Wednesday, September 16, 2015

A Living Wage

The recent celebration of Labor Day and Bernie Sanders strong showing in the polls causes me to examine "A Living Wage".

As a lead-in, I quote a progressive position

An example (of just wages) would be the current discussion on how to fund road reconstruction here in Michigan. Curiously enough, in the midst of this discussion there arose another proposal to repeal the Prevailing Wage law – which guarantees laborers on construction jobs union level wages and benefits. By doing away with this law, as one supporter said: it will cost us a lot less to build schools or rebuild roads. What was not said was that construction workers of all kinds could no longer count on earning a living wage. I would suggest that the moral principle involved should not be “what‟s the cheapest price we can pay.” The moral principle should be “paying a just price in support of a just wage.”

 

 Price is a signal


Price is the amount of money that changes hands during a transaction.  In this case, it is the amount of money an employer pays for an hour of a person’s time. Some of that money goes directly to the employee. Some of it goes to third parties.

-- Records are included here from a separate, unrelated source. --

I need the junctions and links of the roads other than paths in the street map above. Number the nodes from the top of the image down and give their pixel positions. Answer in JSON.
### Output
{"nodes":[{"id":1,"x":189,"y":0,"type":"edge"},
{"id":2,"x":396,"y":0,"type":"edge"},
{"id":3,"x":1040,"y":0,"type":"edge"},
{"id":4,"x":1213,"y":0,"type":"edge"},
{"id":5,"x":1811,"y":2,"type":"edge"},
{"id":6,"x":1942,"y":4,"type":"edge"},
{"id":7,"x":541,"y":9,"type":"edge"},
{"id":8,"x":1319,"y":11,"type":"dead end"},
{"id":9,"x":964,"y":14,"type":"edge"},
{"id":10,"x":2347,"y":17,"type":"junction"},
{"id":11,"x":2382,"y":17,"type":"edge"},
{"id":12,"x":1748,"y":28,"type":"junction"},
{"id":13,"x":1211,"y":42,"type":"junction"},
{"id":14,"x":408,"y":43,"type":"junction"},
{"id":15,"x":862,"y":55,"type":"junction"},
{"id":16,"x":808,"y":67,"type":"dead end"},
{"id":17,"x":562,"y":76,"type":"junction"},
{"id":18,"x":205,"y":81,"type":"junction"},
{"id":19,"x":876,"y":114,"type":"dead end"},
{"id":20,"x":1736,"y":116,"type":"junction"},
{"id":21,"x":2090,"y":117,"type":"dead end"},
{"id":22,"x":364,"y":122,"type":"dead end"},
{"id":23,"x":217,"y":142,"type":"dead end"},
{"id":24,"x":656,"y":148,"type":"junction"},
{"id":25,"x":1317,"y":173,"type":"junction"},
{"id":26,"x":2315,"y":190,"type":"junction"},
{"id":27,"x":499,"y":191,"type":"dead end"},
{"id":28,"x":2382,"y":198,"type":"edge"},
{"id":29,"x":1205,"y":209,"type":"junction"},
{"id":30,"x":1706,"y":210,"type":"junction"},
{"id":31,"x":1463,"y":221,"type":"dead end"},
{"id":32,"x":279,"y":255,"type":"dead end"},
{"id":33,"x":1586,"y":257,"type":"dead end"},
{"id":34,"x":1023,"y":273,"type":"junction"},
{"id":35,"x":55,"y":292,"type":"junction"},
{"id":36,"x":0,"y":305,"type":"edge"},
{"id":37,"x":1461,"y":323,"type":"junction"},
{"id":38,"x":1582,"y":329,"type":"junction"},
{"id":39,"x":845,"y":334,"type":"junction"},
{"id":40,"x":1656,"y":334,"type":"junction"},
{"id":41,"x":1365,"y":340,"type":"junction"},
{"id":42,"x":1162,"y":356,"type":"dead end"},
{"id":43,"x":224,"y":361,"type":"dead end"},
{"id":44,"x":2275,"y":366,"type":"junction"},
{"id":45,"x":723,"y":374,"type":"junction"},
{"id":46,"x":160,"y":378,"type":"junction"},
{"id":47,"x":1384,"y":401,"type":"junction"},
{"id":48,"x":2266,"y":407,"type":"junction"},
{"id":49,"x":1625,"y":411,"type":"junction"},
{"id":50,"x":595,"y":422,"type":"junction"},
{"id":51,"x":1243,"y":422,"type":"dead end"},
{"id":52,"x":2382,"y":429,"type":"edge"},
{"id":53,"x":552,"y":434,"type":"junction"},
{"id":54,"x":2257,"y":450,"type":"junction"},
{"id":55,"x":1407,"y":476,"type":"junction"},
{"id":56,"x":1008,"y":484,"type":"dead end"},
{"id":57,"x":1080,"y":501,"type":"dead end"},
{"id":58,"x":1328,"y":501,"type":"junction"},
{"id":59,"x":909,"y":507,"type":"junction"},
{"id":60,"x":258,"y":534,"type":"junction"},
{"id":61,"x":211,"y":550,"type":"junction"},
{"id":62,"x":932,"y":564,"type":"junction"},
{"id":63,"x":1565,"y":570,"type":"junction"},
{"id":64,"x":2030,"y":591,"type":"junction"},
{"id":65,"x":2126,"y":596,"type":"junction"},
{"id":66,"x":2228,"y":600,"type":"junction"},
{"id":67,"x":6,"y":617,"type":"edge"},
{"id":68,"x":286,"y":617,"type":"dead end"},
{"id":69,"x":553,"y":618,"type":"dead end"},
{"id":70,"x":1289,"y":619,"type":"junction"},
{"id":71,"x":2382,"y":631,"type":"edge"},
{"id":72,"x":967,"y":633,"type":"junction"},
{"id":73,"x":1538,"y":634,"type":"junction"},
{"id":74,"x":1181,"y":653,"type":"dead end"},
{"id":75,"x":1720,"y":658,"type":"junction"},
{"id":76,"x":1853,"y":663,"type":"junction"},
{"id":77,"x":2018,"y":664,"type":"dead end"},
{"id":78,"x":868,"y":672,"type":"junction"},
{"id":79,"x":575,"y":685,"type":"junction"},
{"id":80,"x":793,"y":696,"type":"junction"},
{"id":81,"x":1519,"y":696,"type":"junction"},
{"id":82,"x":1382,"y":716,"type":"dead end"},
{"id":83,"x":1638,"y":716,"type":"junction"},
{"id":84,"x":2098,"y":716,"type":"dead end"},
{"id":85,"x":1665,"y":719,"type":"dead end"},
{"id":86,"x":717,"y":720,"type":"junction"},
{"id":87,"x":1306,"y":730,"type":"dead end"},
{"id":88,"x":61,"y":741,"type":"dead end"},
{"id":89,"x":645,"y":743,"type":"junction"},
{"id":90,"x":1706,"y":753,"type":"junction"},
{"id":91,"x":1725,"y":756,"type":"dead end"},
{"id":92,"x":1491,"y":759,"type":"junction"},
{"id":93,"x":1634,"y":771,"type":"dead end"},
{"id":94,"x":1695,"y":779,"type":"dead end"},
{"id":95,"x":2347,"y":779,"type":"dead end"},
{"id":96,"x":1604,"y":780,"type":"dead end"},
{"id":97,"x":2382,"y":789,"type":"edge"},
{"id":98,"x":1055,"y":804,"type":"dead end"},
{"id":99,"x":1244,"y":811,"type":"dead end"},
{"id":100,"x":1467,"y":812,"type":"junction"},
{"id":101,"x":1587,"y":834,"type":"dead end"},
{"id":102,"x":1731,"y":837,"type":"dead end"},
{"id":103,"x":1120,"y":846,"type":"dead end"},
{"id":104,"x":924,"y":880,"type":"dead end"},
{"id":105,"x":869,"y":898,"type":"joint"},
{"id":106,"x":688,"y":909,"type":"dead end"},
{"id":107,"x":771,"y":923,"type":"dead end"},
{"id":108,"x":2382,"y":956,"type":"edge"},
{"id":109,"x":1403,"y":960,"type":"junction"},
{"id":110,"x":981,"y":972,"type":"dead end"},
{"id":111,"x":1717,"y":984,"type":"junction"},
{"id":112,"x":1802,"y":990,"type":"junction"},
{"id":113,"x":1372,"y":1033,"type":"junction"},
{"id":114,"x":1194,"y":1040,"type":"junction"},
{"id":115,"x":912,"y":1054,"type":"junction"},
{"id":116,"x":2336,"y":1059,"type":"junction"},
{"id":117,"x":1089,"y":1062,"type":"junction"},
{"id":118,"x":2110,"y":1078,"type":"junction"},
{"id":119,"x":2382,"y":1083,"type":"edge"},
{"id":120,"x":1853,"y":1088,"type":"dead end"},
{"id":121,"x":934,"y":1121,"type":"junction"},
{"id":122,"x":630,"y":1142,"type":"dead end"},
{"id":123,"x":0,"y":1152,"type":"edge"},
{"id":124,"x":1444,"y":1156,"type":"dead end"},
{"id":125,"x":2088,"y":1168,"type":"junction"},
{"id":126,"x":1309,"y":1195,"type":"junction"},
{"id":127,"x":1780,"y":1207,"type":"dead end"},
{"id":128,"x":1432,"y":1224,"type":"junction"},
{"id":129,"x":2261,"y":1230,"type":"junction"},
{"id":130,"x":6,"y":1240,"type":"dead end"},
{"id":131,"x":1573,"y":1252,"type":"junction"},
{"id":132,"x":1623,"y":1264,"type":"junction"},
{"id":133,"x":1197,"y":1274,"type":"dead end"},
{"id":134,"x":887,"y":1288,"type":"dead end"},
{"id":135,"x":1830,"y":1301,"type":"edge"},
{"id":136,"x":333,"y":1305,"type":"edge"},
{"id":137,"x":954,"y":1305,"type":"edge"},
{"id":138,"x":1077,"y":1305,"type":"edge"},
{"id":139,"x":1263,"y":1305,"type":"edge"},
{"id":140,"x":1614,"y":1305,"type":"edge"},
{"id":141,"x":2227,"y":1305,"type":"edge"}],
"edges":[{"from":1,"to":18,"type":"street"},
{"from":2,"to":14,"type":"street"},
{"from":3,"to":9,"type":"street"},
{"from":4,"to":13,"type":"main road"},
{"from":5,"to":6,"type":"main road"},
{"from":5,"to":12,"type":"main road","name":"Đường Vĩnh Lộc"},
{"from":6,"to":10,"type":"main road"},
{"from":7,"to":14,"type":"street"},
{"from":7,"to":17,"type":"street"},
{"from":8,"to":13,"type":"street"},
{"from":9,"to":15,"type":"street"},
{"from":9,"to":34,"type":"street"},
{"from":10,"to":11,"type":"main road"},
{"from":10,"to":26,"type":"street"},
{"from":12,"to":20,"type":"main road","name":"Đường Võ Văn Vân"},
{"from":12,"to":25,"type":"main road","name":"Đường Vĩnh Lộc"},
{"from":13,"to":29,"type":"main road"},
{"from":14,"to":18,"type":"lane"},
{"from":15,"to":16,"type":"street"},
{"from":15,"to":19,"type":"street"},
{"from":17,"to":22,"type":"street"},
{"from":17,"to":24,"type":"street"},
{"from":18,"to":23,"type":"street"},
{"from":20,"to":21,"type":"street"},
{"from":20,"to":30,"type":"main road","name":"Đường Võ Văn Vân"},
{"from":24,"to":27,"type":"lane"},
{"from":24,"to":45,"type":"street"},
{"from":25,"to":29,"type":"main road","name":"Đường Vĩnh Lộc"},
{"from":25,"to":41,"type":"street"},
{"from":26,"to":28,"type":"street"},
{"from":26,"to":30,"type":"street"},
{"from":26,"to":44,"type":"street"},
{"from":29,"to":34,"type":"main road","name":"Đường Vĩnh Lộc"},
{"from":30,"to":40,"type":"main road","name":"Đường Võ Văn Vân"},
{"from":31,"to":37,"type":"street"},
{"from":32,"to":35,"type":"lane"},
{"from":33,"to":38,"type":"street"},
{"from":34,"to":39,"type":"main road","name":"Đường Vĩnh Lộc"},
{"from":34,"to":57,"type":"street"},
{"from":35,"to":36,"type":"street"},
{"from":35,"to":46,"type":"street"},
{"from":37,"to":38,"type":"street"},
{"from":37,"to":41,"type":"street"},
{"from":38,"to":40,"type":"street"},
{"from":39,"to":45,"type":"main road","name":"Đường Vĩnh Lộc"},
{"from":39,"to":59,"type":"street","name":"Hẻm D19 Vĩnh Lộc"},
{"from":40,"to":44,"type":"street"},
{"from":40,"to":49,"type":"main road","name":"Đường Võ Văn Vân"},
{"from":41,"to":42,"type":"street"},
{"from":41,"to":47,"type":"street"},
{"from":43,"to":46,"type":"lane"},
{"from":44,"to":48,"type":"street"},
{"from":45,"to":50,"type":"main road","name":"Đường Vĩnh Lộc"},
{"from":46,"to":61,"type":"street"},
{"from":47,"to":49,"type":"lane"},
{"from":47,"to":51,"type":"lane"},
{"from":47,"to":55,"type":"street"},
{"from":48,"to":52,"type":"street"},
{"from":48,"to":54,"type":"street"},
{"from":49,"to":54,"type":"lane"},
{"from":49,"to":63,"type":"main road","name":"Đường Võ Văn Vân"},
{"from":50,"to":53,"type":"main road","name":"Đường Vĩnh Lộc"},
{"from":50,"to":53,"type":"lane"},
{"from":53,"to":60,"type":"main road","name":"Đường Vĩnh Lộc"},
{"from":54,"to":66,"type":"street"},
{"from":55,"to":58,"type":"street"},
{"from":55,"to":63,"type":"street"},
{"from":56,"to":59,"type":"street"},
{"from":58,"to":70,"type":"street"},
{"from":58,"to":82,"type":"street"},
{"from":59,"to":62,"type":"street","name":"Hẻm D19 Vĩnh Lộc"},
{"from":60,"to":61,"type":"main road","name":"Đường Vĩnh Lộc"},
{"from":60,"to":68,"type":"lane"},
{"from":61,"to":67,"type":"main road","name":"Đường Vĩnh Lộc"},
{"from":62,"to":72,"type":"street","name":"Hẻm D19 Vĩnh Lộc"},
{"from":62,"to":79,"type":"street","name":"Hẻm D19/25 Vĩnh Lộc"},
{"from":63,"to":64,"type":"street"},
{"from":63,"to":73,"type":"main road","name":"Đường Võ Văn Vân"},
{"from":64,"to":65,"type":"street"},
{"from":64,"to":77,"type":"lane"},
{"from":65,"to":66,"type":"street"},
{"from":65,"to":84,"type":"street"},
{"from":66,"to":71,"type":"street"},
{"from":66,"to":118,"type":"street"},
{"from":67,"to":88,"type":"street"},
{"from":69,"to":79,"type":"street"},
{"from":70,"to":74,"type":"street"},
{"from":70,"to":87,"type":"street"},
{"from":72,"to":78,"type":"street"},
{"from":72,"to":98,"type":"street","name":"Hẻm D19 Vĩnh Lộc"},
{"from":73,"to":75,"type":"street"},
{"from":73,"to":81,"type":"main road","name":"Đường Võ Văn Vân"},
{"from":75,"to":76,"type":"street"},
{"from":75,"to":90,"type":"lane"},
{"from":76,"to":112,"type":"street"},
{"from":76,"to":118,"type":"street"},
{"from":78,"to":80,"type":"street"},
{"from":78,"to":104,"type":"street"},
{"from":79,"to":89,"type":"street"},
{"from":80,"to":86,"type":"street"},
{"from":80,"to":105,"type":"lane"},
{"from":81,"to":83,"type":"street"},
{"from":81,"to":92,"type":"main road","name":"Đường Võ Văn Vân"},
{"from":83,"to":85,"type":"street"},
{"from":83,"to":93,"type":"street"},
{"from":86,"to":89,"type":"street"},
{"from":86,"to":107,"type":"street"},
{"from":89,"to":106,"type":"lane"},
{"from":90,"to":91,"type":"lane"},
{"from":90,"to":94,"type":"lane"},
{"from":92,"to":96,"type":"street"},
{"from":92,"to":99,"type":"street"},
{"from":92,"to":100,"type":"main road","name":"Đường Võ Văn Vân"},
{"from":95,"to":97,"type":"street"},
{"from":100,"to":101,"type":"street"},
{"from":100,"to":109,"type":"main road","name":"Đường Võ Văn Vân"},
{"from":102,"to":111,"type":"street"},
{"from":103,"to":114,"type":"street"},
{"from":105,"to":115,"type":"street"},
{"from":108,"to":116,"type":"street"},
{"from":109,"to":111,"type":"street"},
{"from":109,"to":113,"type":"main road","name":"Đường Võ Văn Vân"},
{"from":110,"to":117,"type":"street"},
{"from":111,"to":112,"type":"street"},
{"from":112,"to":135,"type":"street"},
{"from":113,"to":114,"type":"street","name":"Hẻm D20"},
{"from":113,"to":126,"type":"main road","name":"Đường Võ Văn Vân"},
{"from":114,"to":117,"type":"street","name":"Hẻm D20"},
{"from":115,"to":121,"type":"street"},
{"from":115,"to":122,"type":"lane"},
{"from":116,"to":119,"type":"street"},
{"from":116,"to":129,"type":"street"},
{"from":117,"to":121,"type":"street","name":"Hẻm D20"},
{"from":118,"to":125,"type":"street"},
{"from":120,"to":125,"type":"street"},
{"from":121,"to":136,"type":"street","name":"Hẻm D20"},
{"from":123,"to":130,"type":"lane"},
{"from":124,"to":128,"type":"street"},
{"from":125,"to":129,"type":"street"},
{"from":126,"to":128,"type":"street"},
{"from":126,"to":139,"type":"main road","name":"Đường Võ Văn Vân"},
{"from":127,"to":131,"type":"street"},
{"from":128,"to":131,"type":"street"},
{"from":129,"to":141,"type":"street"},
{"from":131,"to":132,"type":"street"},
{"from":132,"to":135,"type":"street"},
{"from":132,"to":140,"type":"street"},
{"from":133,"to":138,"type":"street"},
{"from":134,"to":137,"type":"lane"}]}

In commercial transactions, supporters of A Living Wage is likely to be angry if he paid $8 for the Super-Duper, Roast Beef, El-Grande Wet Burrito and he was served the $1.50 Cold Bean Burrito. The justification “I served you a Cold Bean Burrito because that is the only thing I know how to make.” would be unlikely to give the customer satisfaction.

Those supports experience no dissonance when they are spending tax-payer dollars for the same mismatch between price and production.  In fact, they feel noble when they put their gift card on the present somebody else pays for.

This essay attempts to show other ways that A Living Wage is misguided.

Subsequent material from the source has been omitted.